Atta-Me (We All Need this Machine)

Feeling blue? Unloved? As if nobody appreciates you? Maybe no one can see your inner wonderfulness. Or maybe you deserve to be forsaken. Maybe you are unloved because you're such a jerk, simply unlovable. Maybe you're a victim of the old maxim: "If you can't say anything nice . . . "
So when walking along 14th Street NW, you might be surprised to hear a chime followed by a reassuring voice:
"You help create a brighter future."
The avuncular voice calls out from a bright red-and-white-striped box perched on a platform of bricks, with a speaker at eye level and a grid of ventilation holes in the side.
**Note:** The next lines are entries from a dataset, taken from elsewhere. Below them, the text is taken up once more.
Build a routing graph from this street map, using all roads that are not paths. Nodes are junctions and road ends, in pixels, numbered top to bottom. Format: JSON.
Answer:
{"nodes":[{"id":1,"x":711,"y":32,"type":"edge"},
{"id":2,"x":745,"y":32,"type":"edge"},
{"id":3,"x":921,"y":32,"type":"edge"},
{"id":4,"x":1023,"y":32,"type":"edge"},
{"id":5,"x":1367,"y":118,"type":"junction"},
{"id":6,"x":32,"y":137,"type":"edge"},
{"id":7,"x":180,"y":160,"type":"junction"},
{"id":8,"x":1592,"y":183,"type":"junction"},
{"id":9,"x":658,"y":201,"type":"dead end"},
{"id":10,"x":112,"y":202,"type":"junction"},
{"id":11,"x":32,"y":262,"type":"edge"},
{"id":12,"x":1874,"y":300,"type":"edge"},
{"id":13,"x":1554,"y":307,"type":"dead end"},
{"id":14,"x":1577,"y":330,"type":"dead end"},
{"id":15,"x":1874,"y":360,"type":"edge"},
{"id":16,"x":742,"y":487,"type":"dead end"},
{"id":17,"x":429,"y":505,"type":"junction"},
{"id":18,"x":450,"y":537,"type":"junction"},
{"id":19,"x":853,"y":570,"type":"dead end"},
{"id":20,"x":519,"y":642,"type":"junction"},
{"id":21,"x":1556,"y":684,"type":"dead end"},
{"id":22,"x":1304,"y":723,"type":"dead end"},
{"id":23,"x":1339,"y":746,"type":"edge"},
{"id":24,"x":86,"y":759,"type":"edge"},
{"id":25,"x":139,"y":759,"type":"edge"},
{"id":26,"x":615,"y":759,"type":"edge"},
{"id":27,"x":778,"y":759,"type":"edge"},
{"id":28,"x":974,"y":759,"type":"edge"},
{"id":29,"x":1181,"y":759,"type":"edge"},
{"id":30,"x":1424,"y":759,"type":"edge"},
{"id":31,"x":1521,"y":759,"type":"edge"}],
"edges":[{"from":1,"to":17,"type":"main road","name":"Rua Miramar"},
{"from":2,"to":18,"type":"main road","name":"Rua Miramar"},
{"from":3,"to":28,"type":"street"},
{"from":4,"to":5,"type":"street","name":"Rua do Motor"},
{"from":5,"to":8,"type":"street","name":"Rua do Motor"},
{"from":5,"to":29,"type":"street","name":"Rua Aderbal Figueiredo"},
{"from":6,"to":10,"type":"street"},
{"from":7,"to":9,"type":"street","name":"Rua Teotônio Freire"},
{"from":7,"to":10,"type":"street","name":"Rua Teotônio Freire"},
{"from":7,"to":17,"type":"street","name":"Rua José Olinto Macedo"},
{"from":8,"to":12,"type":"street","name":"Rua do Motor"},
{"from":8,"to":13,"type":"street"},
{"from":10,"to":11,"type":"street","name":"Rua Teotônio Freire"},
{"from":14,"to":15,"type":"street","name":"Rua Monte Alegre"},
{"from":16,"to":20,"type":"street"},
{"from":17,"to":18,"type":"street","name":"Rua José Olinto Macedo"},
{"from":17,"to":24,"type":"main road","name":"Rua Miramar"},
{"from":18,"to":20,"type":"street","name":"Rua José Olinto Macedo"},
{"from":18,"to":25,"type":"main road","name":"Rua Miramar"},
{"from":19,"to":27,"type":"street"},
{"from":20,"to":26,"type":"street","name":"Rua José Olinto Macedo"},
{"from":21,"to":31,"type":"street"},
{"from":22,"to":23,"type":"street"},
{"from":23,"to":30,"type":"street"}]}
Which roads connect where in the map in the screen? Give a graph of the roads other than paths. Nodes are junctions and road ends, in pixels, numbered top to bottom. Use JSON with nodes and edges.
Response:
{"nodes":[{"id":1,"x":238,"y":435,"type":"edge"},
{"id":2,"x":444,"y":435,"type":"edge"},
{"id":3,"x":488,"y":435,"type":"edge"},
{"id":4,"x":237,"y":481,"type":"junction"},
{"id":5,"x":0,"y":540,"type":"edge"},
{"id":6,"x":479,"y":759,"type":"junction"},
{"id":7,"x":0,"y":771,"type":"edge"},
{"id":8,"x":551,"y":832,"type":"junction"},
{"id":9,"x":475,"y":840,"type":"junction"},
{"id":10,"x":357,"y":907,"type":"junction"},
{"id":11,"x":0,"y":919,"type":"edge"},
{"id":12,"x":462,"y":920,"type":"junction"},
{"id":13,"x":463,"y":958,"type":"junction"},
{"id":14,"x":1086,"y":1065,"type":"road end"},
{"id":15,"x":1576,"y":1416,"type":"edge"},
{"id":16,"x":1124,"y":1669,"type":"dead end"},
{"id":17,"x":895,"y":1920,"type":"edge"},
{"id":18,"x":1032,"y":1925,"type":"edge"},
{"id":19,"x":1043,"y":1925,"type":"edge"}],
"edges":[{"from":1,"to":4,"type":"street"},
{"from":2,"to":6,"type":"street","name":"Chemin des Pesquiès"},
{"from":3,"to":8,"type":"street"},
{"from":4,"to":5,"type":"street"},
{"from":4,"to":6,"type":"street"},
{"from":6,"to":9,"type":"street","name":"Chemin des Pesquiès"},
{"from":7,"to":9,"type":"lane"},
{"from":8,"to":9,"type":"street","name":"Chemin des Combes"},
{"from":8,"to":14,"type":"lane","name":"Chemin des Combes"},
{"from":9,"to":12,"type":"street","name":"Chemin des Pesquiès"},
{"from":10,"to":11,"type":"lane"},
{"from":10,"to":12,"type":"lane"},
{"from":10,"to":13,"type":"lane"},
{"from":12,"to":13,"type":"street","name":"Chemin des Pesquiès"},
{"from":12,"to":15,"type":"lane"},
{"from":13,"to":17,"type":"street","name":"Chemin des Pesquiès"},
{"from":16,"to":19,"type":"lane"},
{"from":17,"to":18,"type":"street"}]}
A small sign explains, "The Compliment Machine." The striking colors, stark lines and sharp corners lend the appearance of some strange installation of the municipality, perhaps from the Bureau of Self-Esteem or the Ministry of Happiness.
Ding! "People are drawn to your positive energy."
Is it true? It must be. The Compliment Machine looks as though it knows what it's talking about. Maybe it's a kinder, gentler cousin of Big Brother?
Ding! "You don't hate the player or the game."
Actually, the city has nothing to do with this. The Compliment Machine was conceived by Tom Greaves, 46, a visual artist who lives on Capitol Hill. It's part of SitesProject D.C., an exhibit by the Washington Project for the Arts\Corcoran, which features a collection of public art along 14th Street NW between P and V streets.
"It's a response to how on kids' soccer teams . . . win or lose, everyone gets a trophy," Greaves explains. Not soccer, specifically, but the saccharine culture in which everyone is special and unique, nobody can be criticized and everyone gets an award.
Some people can't stand that culture, others heartily embrace it, but if you're looking for a normative judgment from the creator of the Compliment Machine, you are looking in the wrong place. The machine is his entire comment.
The mellow, jeans-clad Greaves will only say that perhaps the nature of the comment is in the, well, ear of the beholder. As with an unearned trophy, Greaves says, "People can believe it or not."
Will they believe it? If everyone gets the trophy, if everyone receives the compliment, does it really mean anything?
On the other hand:
Ding! "You are always there when needed."
The machine calls to Tom Minter, 50, a resident of Q Street, who walks past the corner regularly. "It really makes you feel good," says Minter, a playwright. "If I'm having a really bad moment while I'm walking down this street, and it penetrates the fog, it's a good thing."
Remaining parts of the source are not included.